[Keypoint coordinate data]
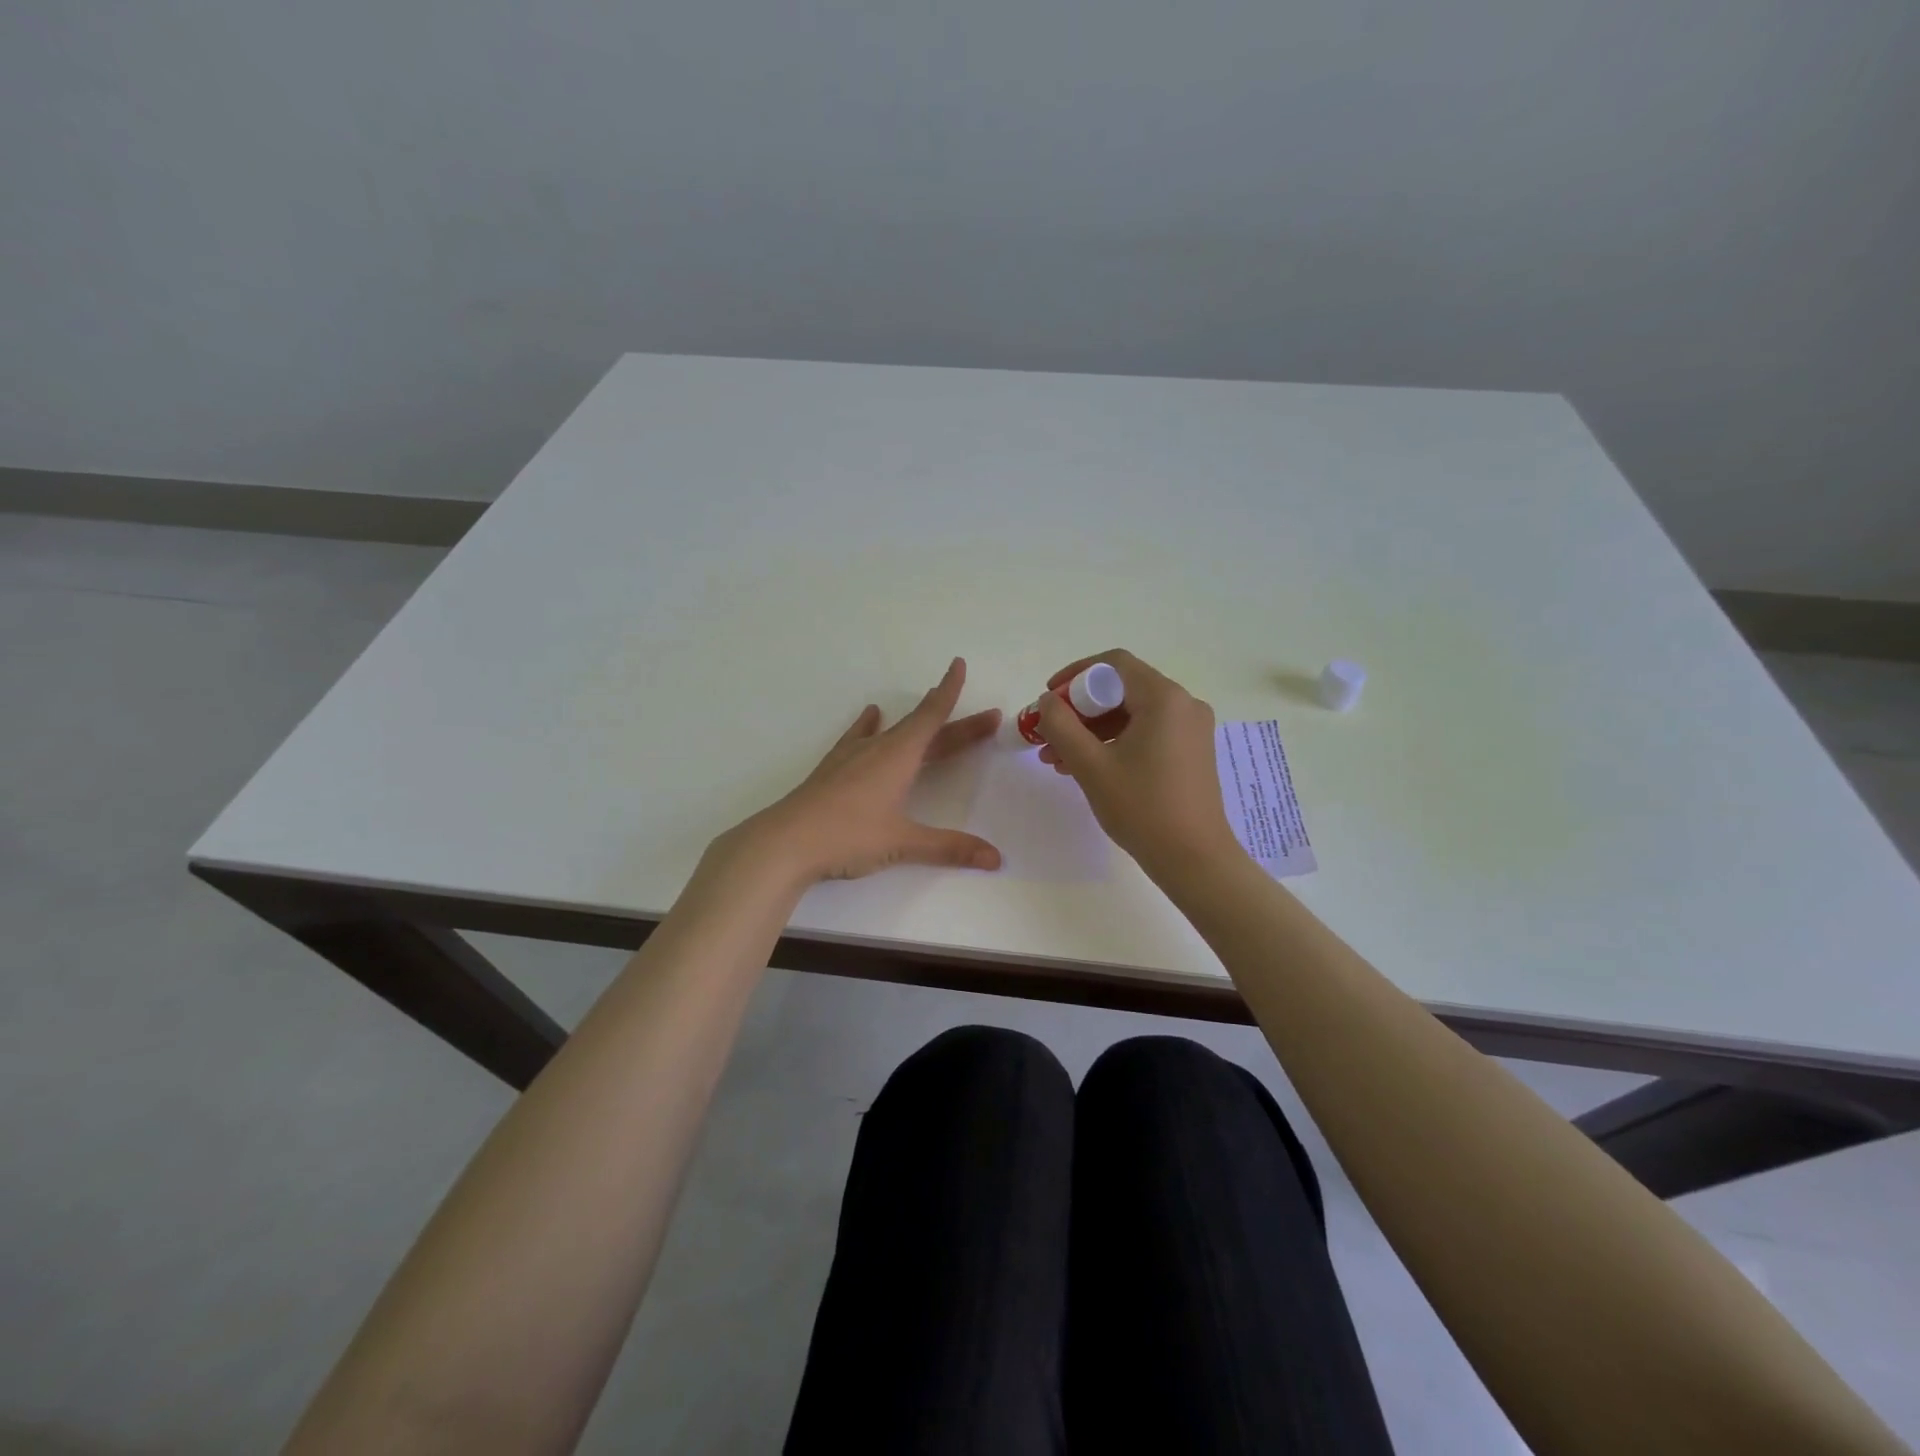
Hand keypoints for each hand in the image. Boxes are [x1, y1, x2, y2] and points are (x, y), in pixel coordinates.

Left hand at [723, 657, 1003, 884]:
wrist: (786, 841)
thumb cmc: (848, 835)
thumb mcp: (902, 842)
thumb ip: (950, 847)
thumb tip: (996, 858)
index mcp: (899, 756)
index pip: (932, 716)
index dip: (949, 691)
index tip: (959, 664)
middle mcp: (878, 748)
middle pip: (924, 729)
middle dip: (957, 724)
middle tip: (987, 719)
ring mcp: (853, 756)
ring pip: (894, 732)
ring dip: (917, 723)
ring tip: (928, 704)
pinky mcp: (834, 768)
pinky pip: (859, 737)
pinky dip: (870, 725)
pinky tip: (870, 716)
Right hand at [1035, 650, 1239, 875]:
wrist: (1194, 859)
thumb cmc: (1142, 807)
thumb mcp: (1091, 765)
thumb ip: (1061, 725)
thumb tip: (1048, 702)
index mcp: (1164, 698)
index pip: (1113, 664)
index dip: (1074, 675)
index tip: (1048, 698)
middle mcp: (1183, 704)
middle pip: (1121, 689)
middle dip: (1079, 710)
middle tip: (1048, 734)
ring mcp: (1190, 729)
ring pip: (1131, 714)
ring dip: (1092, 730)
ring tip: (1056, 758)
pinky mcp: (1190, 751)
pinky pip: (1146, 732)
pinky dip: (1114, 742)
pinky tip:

*PROBLEM TO SOLVE*.
All lines from the one with "ring pip: (894, 732)" onward to the end of the records above should be repeated exactly, and only those lines.

*EXERCISE OUTPUT*.
ring pip: (894, 732)
ring dip: (917, 723)
ring tip: (928, 704)
pinky mcp: (834, 768)
pinky pip: (859, 737)
pinky dip: (870, 725)
pinky tip: (870, 716)
Right hand at [1035, 650, 1239, 875]:
wrist: (1194, 859)
thumb cmc: (1142, 807)
thumb mcp: (1091, 765)
thumb ip: (1061, 725)
thumb tip: (1048, 702)
index mcp: (1164, 698)
index pip: (1113, 664)
index dip: (1074, 675)
index tip: (1048, 698)
middle mcp: (1183, 704)
middle pip: (1121, 689)
middle dip: (1079, 710)
middle tip: (1048, 734)
ring mcp: (1190, 729)
ring pip: (1131, 714)
ring dip: (1092, 730)
ring tip: (1056, 758)
pinky mcp: (1190, 751)
pinky pip: (1146, 732)
pinky dip: (1114, 742)
pinky tip:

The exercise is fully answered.